Candy Corn Cake


If you’re like me you ONLY like candy corn during October and I am super excited to try this recipe this weekend.  It looks pretty and it seems perfect for a Halloween get together.

*recipe and picture can be found at pillsbury.

Orange Candy Corn Bars


  • 3/4 cup butter or margarine, melted, cooled slightly
  • 1 3/4 cups granulated sugar
  • 1 Tbsp grated orange peel
  • 4 eggs
  • 1 3/4 cups all-purpose flour
  • 1 tsp baking powder
  • 4 drops yellow food color
  • 3 drops red food color


  • 1/2 cup butter softened (do not use margarine)
  • 1 3/4 cups powdered sugar
  • 1-2 Tbsp milk
  • 1 tsp vanilla
  • 1/8 tsp salt


  • 1/3 cup candy corn


Heat oven to 325°F. Line bottom and sides of 9-inch square pan with foil, extending foil 2 inches on 2 opposite sides of pan; spray foil with cooking spray.

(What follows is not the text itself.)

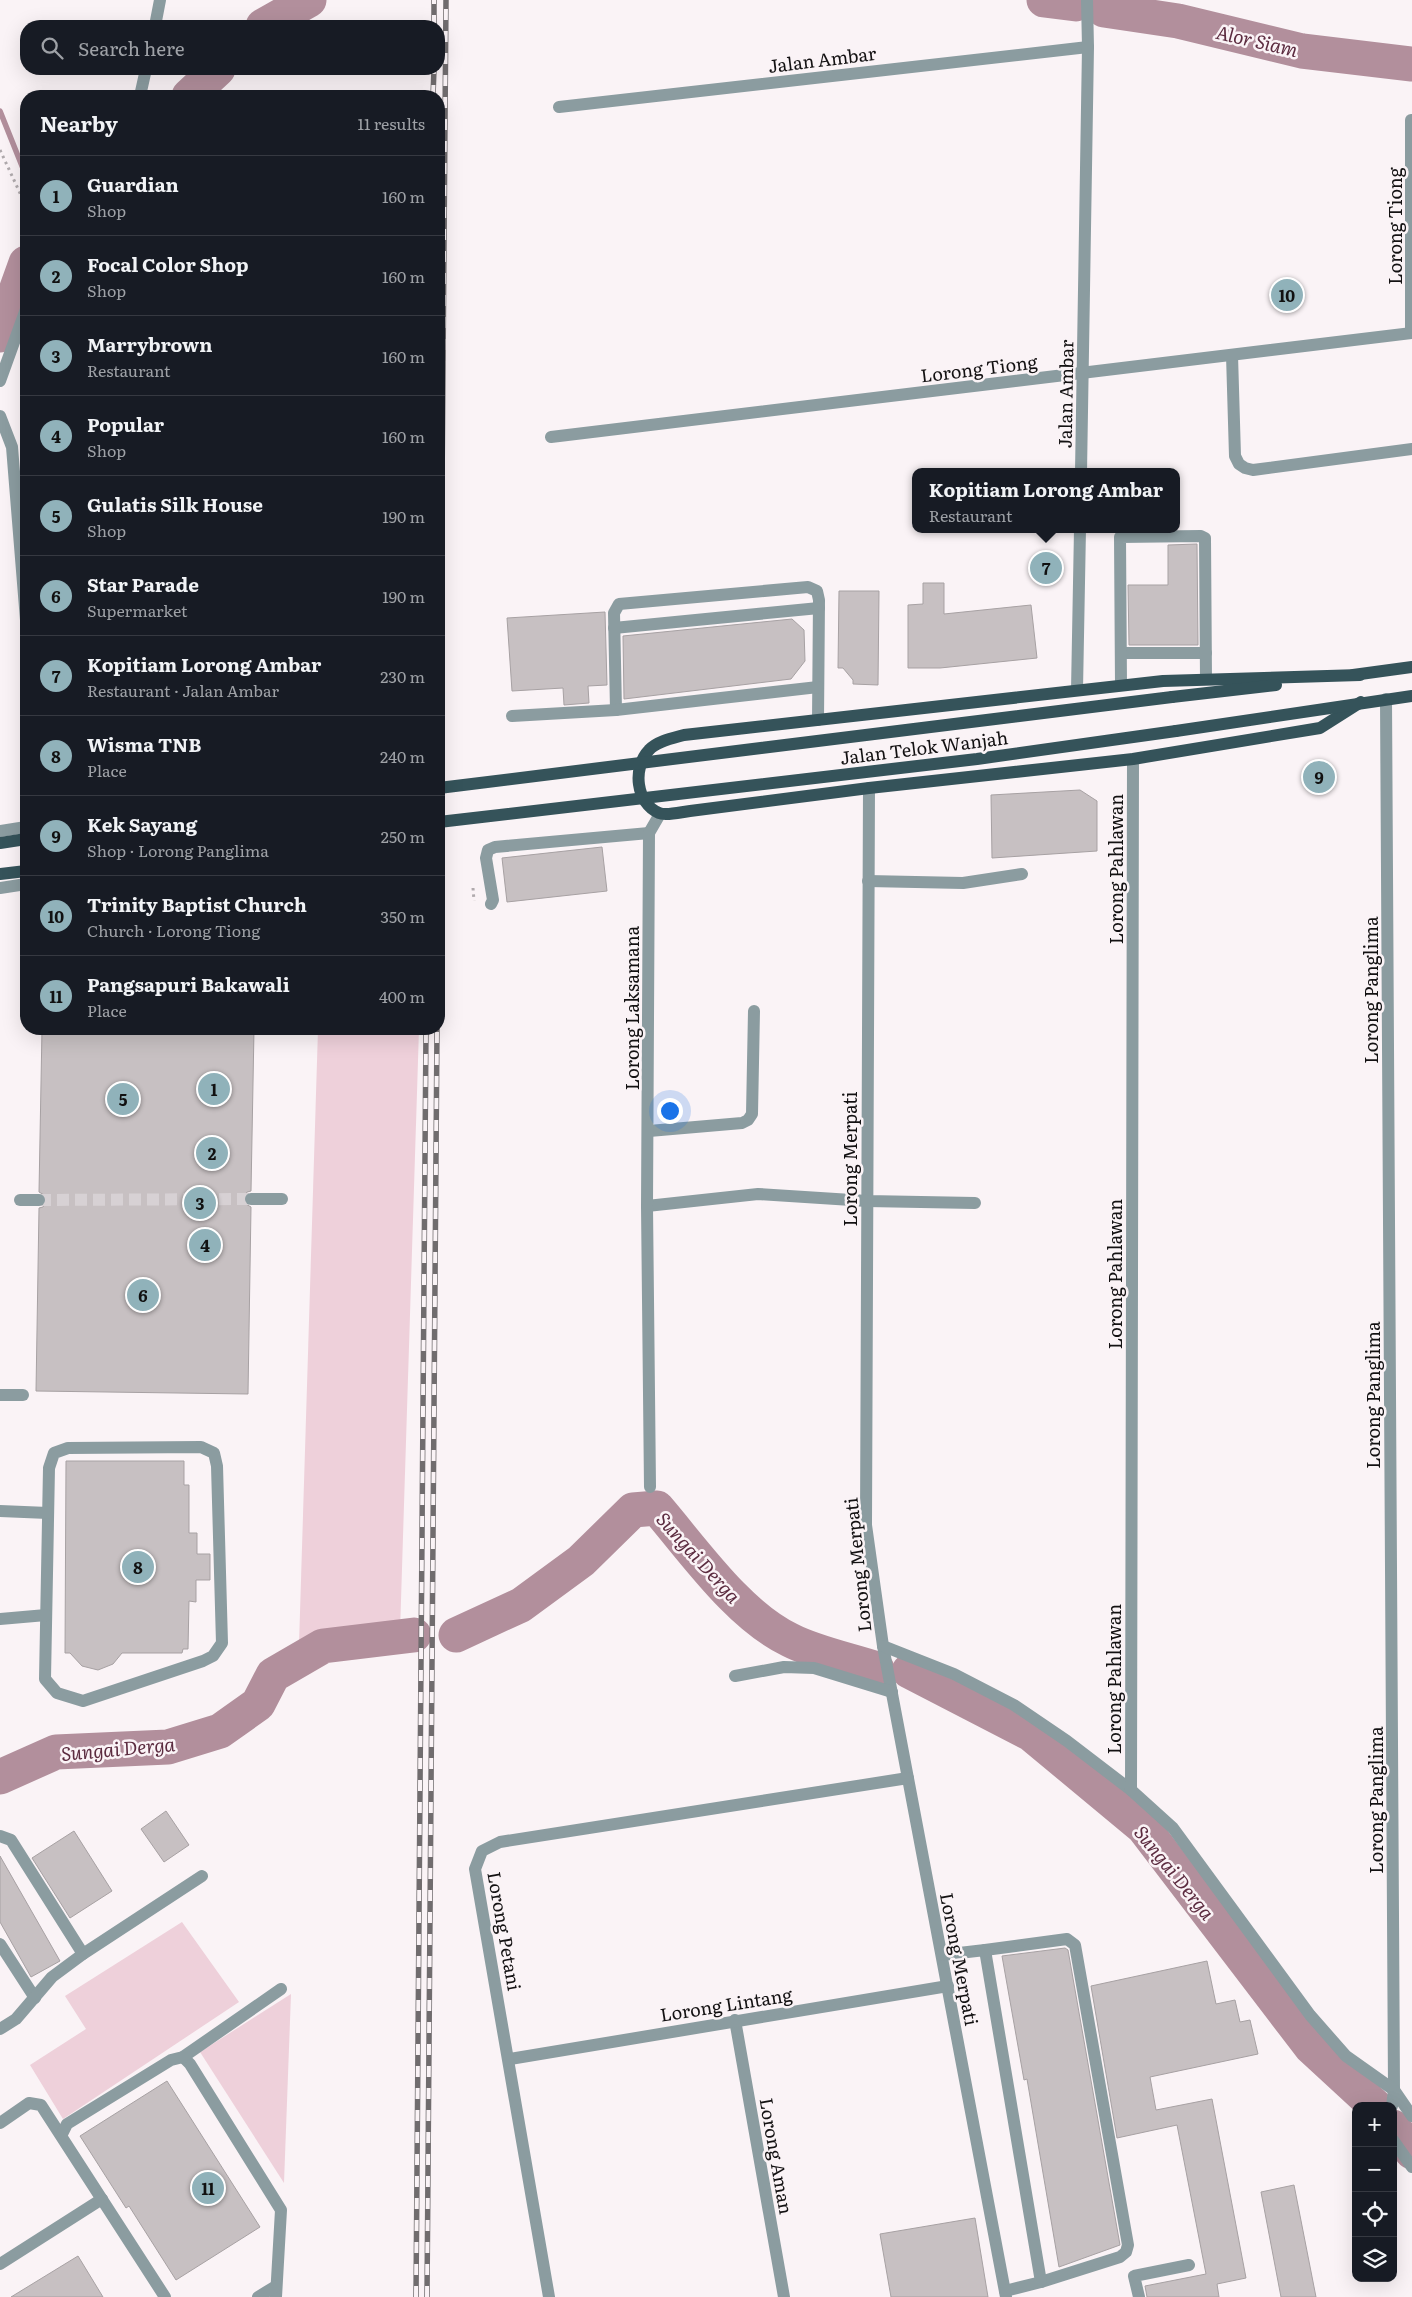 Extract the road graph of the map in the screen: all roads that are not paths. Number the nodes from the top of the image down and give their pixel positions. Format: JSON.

In medium bowl, beat melted 3/4 cup butter, the granulated sugar and orange peel with wooden spoon until blended. Beat in eggs, one at a time. Stir in flour and baking powder just until mixed. Stir in yellow food color until well mixed. Spread 1 1/2 cups yellow batter in pan. Place pan in freezer about 15 minutes or until batter is slightly firm to the touch.

Meanwhile, add red food color to remaining cake batter in bowl until well mixed. Spread over chilled yellow batter.

Bake 47 to 53 minutes or until toothpick inserted in center comes out clean. Cool completely, about 45 minutes.

In medium bowl, beat 1/2 cup softened butter with electric mixer on medium speed until light and fluffy. Beat in powdered sugar until well blended. Beat in milk, vanilla and salt until smooth and spreadable. Spread frosting over bars. To serve, remove bars from pan, using foil to lift. Remove foil. Cut into 4 rows by 4 rows; cut each square diagonally in half. Top each triangle with 1 candy corn.